Belmont University | News & Media


April 12, 2004

Sen. Alexander Among Speakers at Free Seminar

Belmont to Offer Class on Country Lyrics as Literature This Fall

Six months after Tennessee's U.S. Sen. Lamar Alexander stood on the floor of the U.S. Senate and, in memorializing the late, great, Johnny Cash, asked why so few universities study country music lyrics as literature even though the likes of Johnny Cash "are certainly among the most famous poets in the world," Belmont University is preparing to launch a course on the Poetics of Country Music.

Sen. Alexander will be among the guest speakers at a special "Belmont After Hours" free seminar on the Poetics of Country Music, hosted by Charlotte Pence, Adjunct Instructor of English. Sen. Alexander is chairman of the Congressional Songwriters’ Caucus and a member of the International Anti-Piracy Caucus.

The lecture will introduce an innovative interdisciplinary class Belmont will offer starting with the fall 2004 semester that will explore how modern poetry is similar to country lyrics in form, content and purpose, how the readers and listeners shape the genre and why literary criticism focuses more on poetry than on song lyrics.

The April 24 seminar is free and is part of the "Belmont After Hours" lecture series.

"I am proud that Belmont University is celebrating Tennessee’s excellence by encouraging literary criticism of the literature of some of the best known poets in the world, our songwriters," Alexander said. "At last count, there are several thousand songwriters living in Nashville struggling to write poetry, some of which will be known and remembered everywhere in the world one day."
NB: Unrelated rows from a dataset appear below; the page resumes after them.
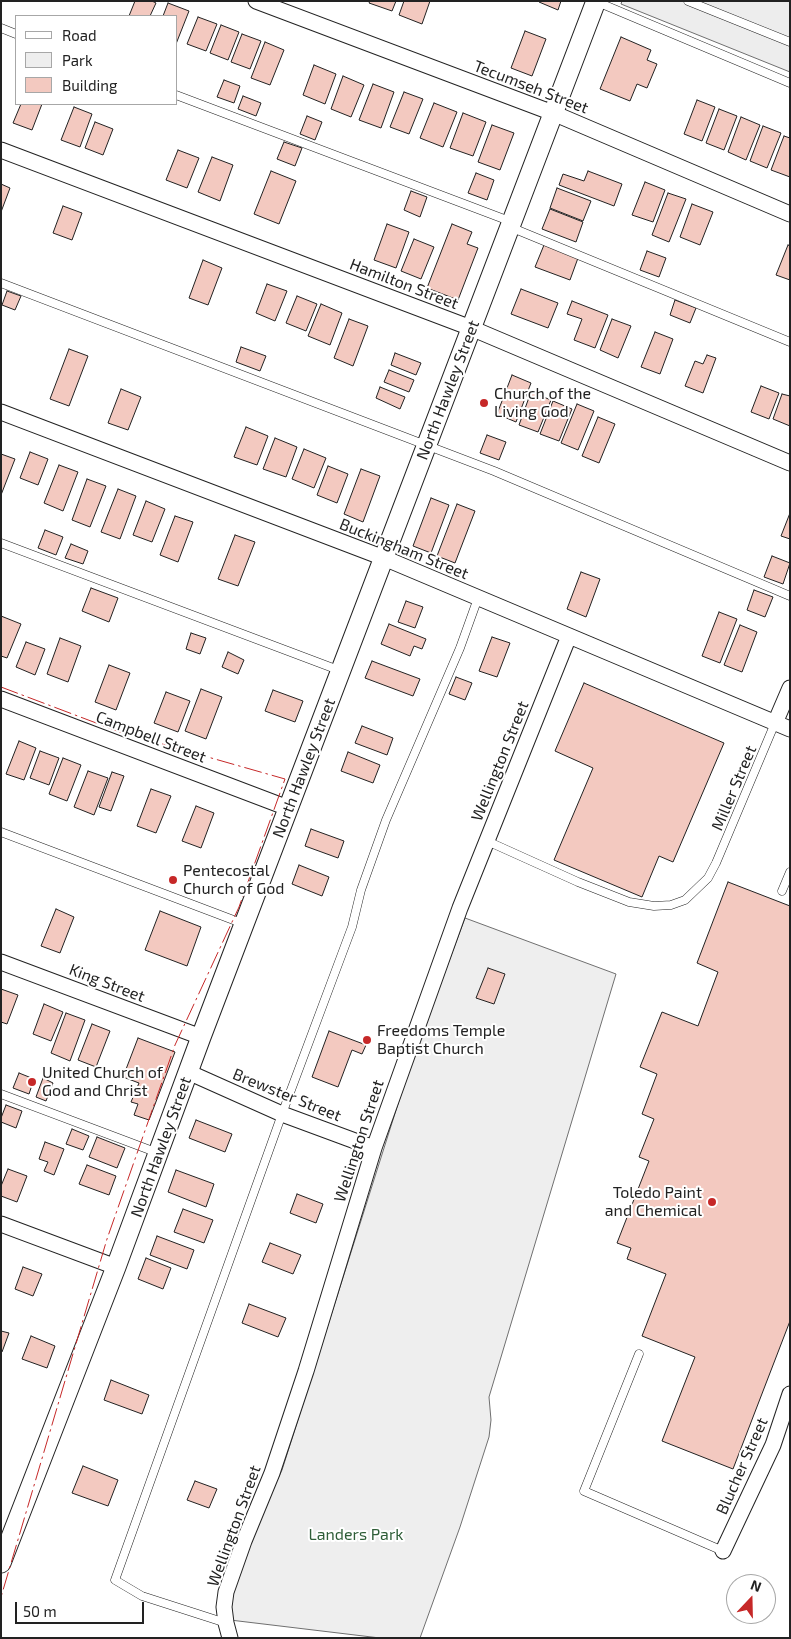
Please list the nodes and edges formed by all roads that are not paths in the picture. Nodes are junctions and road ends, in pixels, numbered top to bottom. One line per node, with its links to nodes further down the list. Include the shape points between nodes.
1 (256, 1): 9 (street, Tecumseh Street)
2 (596, 1): 7 (lane); 9 (street, North Hawley Street)
3 (688, 1): 6 (lane)
4 (1, 28): 5 (lane)
5 (15, 34)
6 (790, 42)
7 (790, 83)
8 (178, 95): 12 (lane)
9 (553, 113): 11 (street, Tecumseh Street); 12 (street, North Hawley Street)
10 (1, 150): 14 (street, Hamilton Street)
11 (790, 214)
12 (511, 224): 14 (street, North Hawley Street); 15 (lane)
13 (1, 284): 17 (lane)
14 (471, 328): 17 (street, North Hawley Street); 18 (street, Hamilton Street)
15 (790, 342)
16 (1, 412): 20 (street, Buckingham Street)
17 (427, 445): 20 (street, North Hawley Street); 21 (lane, via 494,470)
18 (790, 463)
19 (1, 543): 24 (lane)
20 (384, 558): 22 (street, Buckingham Street); 24 (street, North Hawley Street)
21 (790, 596)
22 (478, 598): 23 (street, Buckingham Street); 39 (lane, via 386,820 361,890 352,927)
23 (569, 636): 27 (street, Buckingham Street); 31 (street, Wellington Street)
24 (340, 671): 29 (street, North Hawley Street)
25 (790, 688): 27 (street)
26 (1, 699): 29 (street, Campbell Street)
27 (775, 723): 28 (street, Buckingham Street); 31 (lane, Miller Street, via 716,863 708,878 685,900 654,906 629,902)
28 (790, 729)
29 (288, 808): 34 (street, North Hawley Street)
30 (1, 832): 34 (lane)
31 (487, 841): 40 (street, Wellington Street)
32 (790, 872): 33 (lane)
33 (782, 891)
34 (244, 924): 36 (street, North Hawley Street)
35 (1, 962): 36 (street, King Street)
36 (201, 1037): 37 (street, North Hawley Street)
37 (188, 1072): 39 (street, Brewster Street); 41 (street, North Hawley Street)
38 (1, 1094): 41 (lane)
39 (282, 1114): 40 (street, Brewster Street); 48 (lane, via 115,1580 142,1596)
40 (374, 1148): 48 (street, Wellington Street, via 272,1473 226,1592 224,1607)
41 (159, 1154): 43 (street, North Hawley Street)
42 (1, 1224): 43 (street)
43 (116, 1267): 47 (street, North Hawley Street)
44 (639, 1354): 46 (lane, via 584,1491)
45 (790, 1394): 46 (street, Blucher Street, via 773,1445)
46 (723, 1551)
47 (1, 1563)
48 (228, 1630)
The seminar, 11:30 a.m. April 24 in the Vince Gill Room in Belmont's Curb Event Center, will probe such famous country lyrics as "there's a tear in my beer" can be considered poetry – and explore the techniques that country songwriters share with poets, and why Cash, Hank Williams and Dolly Parton are among the nation's finest poets.

Songwriters from Nashville's music community will also perform.